_THE PROBLEM:_ Nothing but a number should be returned: the count of lines in the records that contain "ญธรรมอน".

_DATA:_
Start of Block
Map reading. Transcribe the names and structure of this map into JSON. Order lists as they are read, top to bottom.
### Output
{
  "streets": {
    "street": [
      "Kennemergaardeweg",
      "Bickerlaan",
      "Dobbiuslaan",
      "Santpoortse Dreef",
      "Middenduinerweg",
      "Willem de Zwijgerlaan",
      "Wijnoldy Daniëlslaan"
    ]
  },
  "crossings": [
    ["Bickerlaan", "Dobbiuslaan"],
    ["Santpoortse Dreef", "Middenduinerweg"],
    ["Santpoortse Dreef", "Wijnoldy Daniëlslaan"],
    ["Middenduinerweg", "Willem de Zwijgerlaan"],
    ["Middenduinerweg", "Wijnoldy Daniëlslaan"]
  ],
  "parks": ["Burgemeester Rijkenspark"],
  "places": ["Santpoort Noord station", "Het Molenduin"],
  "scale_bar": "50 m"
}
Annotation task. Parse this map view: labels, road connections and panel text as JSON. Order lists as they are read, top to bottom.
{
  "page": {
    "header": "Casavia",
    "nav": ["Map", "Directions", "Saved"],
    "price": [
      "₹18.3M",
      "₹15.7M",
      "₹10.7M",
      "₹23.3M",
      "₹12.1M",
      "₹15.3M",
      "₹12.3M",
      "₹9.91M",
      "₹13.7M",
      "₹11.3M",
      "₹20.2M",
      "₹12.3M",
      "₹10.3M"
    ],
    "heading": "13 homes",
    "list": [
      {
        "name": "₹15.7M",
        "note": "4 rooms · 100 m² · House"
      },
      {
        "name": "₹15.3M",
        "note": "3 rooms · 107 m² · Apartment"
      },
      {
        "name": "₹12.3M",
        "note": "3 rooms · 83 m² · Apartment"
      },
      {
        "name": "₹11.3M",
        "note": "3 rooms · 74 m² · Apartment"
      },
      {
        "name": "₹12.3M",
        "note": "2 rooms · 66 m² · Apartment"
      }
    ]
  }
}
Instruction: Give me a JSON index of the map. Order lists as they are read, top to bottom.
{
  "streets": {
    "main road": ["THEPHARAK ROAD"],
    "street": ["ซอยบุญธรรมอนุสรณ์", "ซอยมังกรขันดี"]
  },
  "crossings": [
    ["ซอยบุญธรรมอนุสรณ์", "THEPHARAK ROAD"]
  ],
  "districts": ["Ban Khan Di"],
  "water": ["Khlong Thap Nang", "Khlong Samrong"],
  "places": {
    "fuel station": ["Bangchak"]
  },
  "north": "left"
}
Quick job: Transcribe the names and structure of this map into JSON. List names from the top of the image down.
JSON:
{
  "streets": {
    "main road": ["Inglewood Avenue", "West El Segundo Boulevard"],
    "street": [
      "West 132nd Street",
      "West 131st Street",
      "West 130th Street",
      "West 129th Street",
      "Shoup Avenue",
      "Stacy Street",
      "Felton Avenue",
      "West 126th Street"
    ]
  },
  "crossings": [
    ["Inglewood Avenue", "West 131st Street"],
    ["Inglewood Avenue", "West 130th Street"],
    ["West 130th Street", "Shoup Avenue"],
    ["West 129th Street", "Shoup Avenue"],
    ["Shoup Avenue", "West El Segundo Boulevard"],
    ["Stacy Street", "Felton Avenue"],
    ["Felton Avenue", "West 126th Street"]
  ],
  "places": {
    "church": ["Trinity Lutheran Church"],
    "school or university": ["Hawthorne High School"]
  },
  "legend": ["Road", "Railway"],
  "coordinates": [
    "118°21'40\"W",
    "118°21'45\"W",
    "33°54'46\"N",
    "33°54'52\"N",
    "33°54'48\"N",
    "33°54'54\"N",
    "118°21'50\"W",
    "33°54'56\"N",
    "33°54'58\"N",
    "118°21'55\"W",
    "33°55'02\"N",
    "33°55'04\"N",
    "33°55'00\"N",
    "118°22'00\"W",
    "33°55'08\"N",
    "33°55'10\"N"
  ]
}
End of Block
_RESPONSE FOR THIS EXERCISE:_ 2